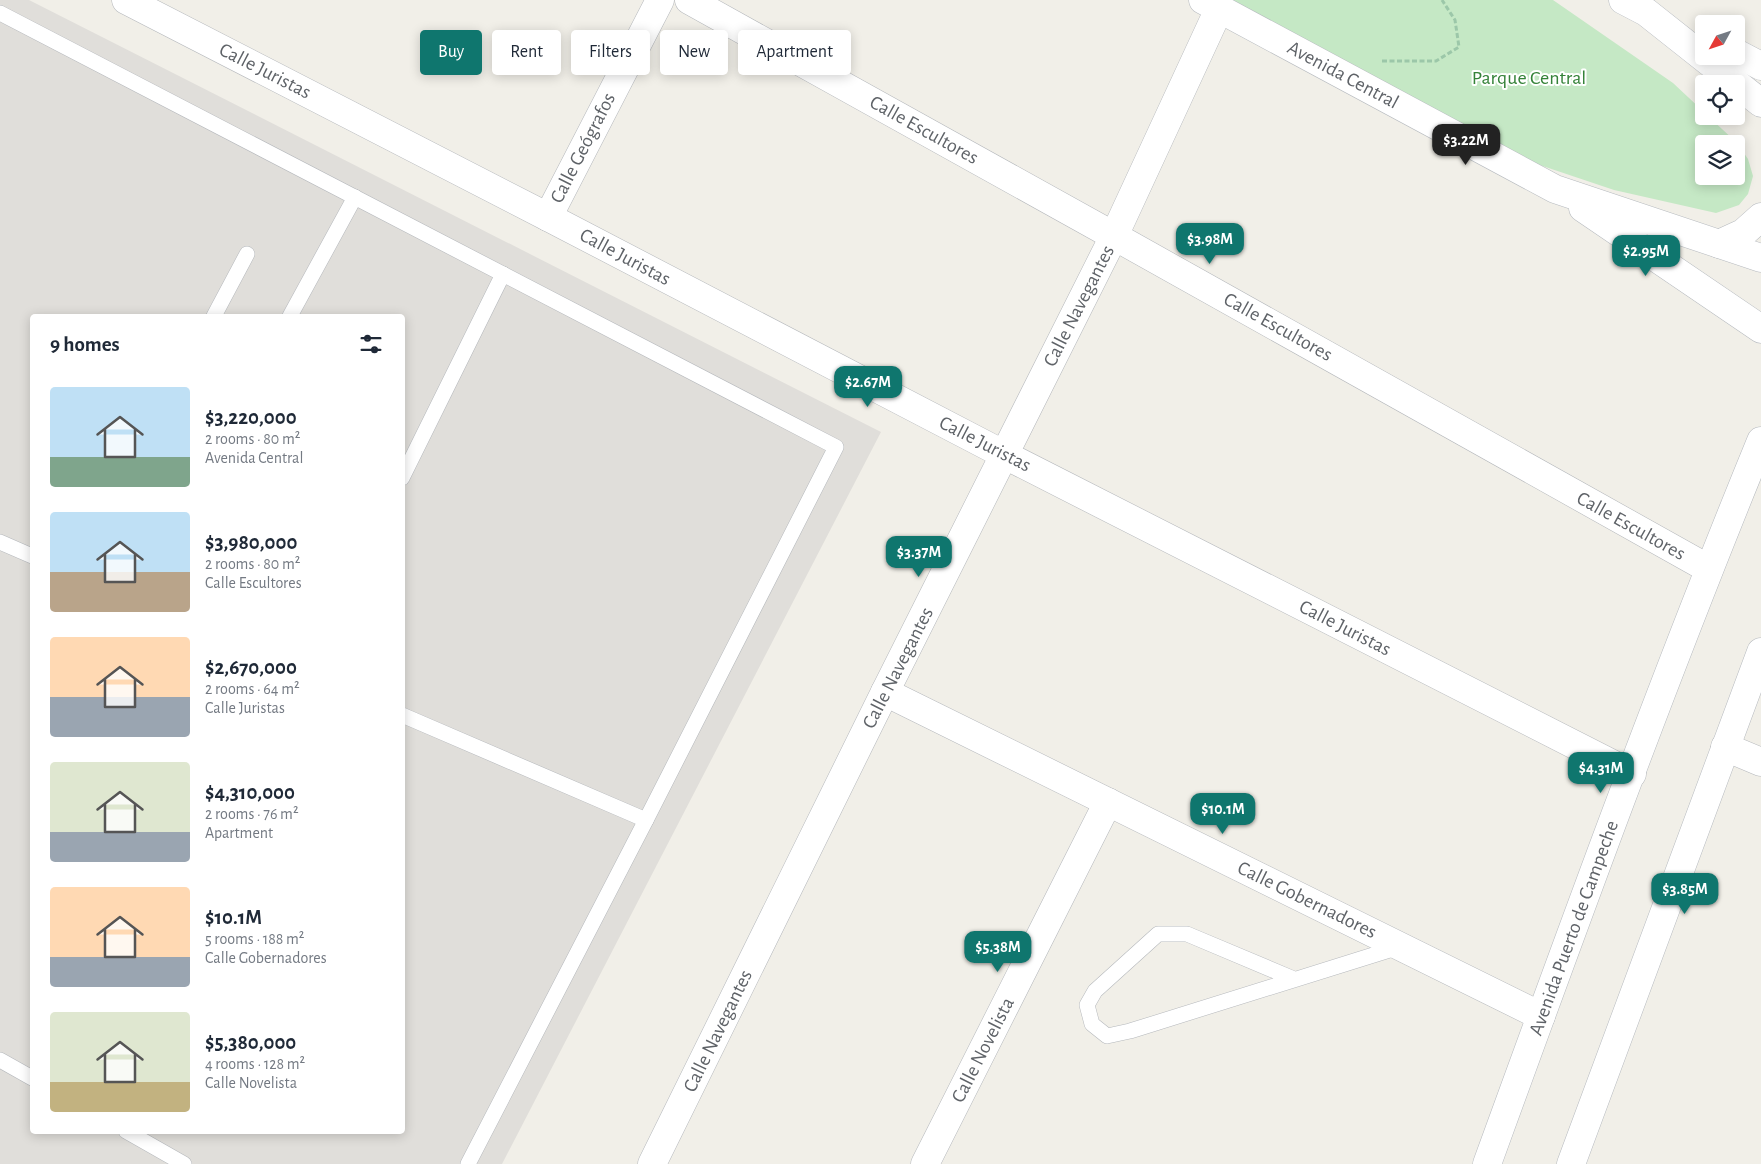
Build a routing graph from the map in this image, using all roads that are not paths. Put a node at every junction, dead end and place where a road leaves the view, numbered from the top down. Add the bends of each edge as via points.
1 (126, 0) edge
2 (660, 0) edge
3 (689, 0) edge
4 (1211, 4) edge
5 (1634, 6) edge
6 (0, 13) edge
7 (1695, 32) edge
8 (1761, 66) edge
9 (1734, 75) edge
10 (1745, 86) edge
11 (1745, 92) edge
12 (1761, 103) edge
13 (1761, 116) edge
14 (1555, 189) junction
15 (354, 196) junction
16 (1761, 216) edge
17 (548, 217) junction
18 (1114, 236) junction
19 (1719, 244) junction
20 (248, 254) dead end
21 (1761, 258) edge
22 (503, 274) junction
23 (215, 314) edge
24 (291, 314) edge
25 (1761, 329) edge
26 (1761, 441) edge
27 (1005, 455) junction
28 (405, 472) edge
29 (0, 542) edge
30 (30, 555) edge
31 (1709, 569) junction
32 (1761, 652) edge
33 (885, 692) junction
34 (405, 716) edge
35 (1725, 747) junction
36 (1761, 762) edge
37 (1632, 774) junction
38 (1108, 802) junction
39 (646, 820) junction
40 (1400, 946) junction
41 (1294, 979) junction
42 (1541, 1016) junction
43 (0, 1060) edge
44 (30, 1077) edge
45 (131, 1134) edge
46 (184, 1164) edge
47 (468, 1164) edge
48 (652, 1164) edge
49 (925, 1164) edge
50 (1487, 1164) edge
51 (1571, 1164) edge

1 - 17 street, Calle Juristas
2 - 17 street, Calle Geógrafos
3 - 18 street, Calle Escultores
4 - 14 street, Avenida Central
4 - 18 street, Calle Navegantes
5 - 7 street
5 - 9 street
6 - 15 lane
8 - 9 street
10 - 12 street
11 - 13 street
14 - 19 street, Avenida Central
14 - 25 street
15 - 22 lane
15 - 24 lane
16 - 19 street via 1743,233
17 - 27 street, Calle Juristas
18 - 27 street, Calle Navegantes
18 - 31 street, Calle Escultores
19 - 21 street, Avenida Central
20 - 23 lane
22 - 28 lane
22 - 39 lane via 836,447
26 - 31 street, Avenida Puerto de Campeche
27 - 33 street, Calle Navegantes
27 - 37 street, Calle Juristas
29 - 30 lane
31 - 37 street, Avenida Puerto de Campeche
32 - 35 street
33 - 38 street, Calle Gobernadores
33 - 48 street, Calle Navegantes
34 - 39 lane
35 - 36 street
35 - 51 street
37 - 42 street, Avenida Puerto de Campeche
38 - 40 street, Calle Gobernadores
38 - 49 street, Calle Novelista
39 - 47 lane
40 - 41 lane
40 - 42 street, Calle Gobernadores
41 - 41 lane via 1107,1036 1092,1024 1087,1005 1095,991 1158,934 1188,934
42 - 50 street, Avenida Puerto de Campeche
43 - 44 lane
45 - 46 lane

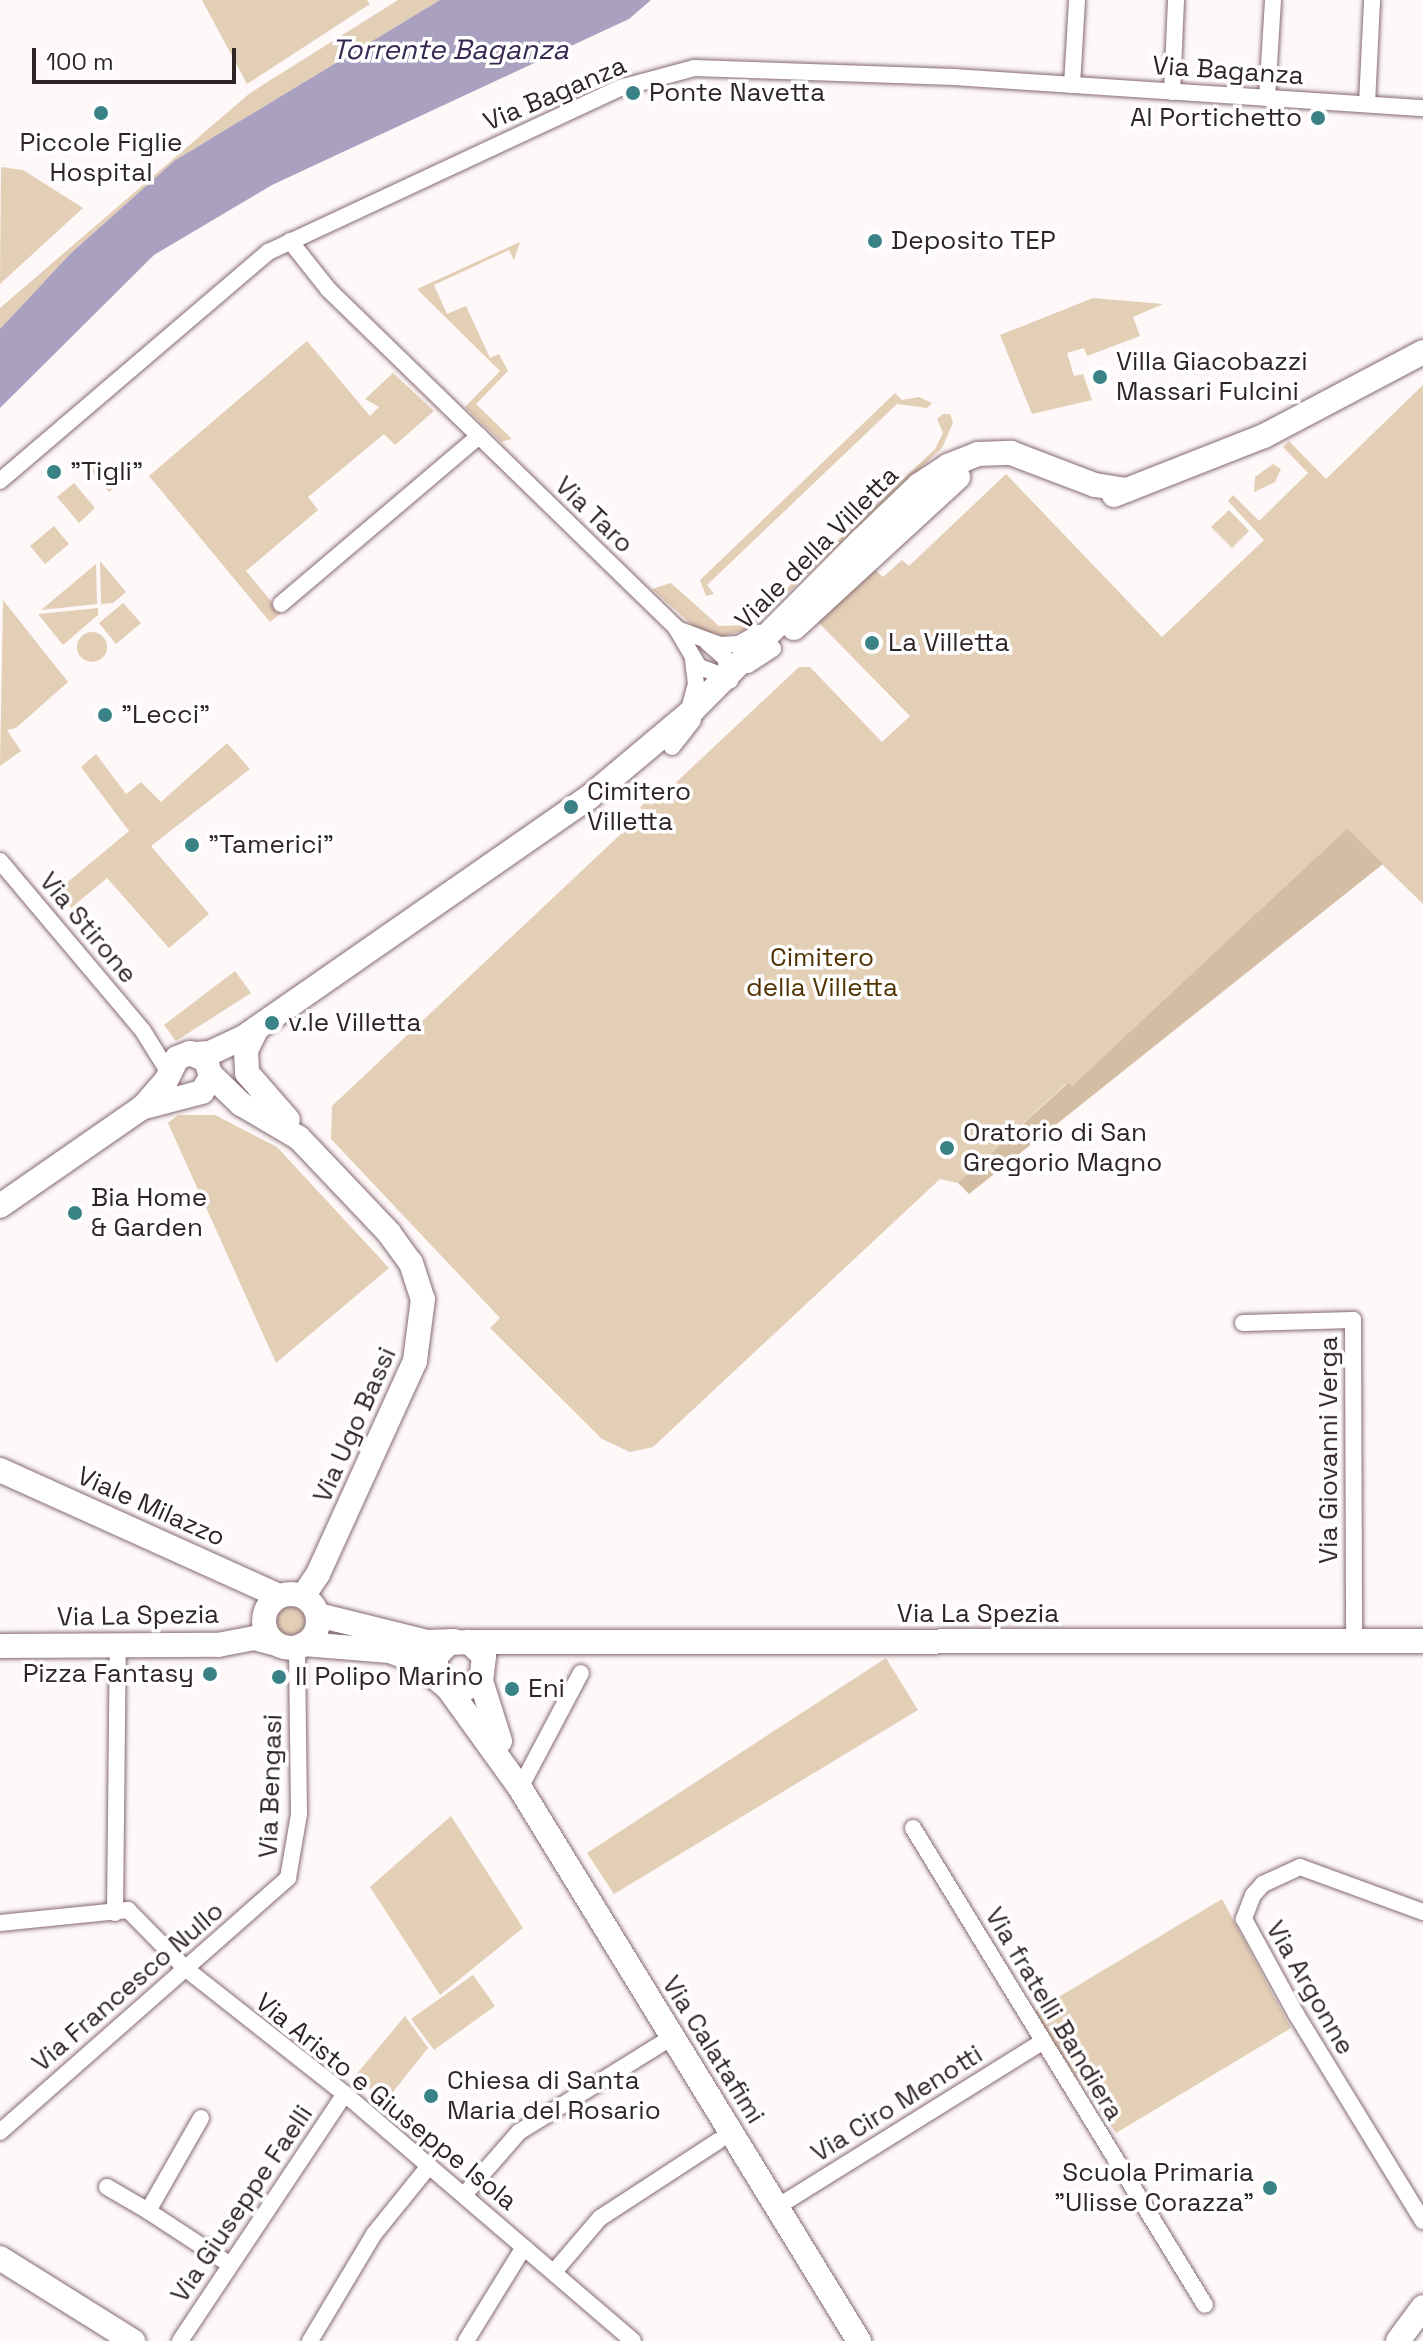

### TASK DIRECTIONS
Go through the listing above and copy each line in which the string "Campeche" is found.

### SOLUTION TO THIS PROBLEM
26 - 31 street, Avenida Puerto de Campeche
31 - 37 street, Avenida Puerto de Campeche
37 - 42 street, Avenida Puerto de Campeche
42 - 50 street, Avenida Puerto de Campeche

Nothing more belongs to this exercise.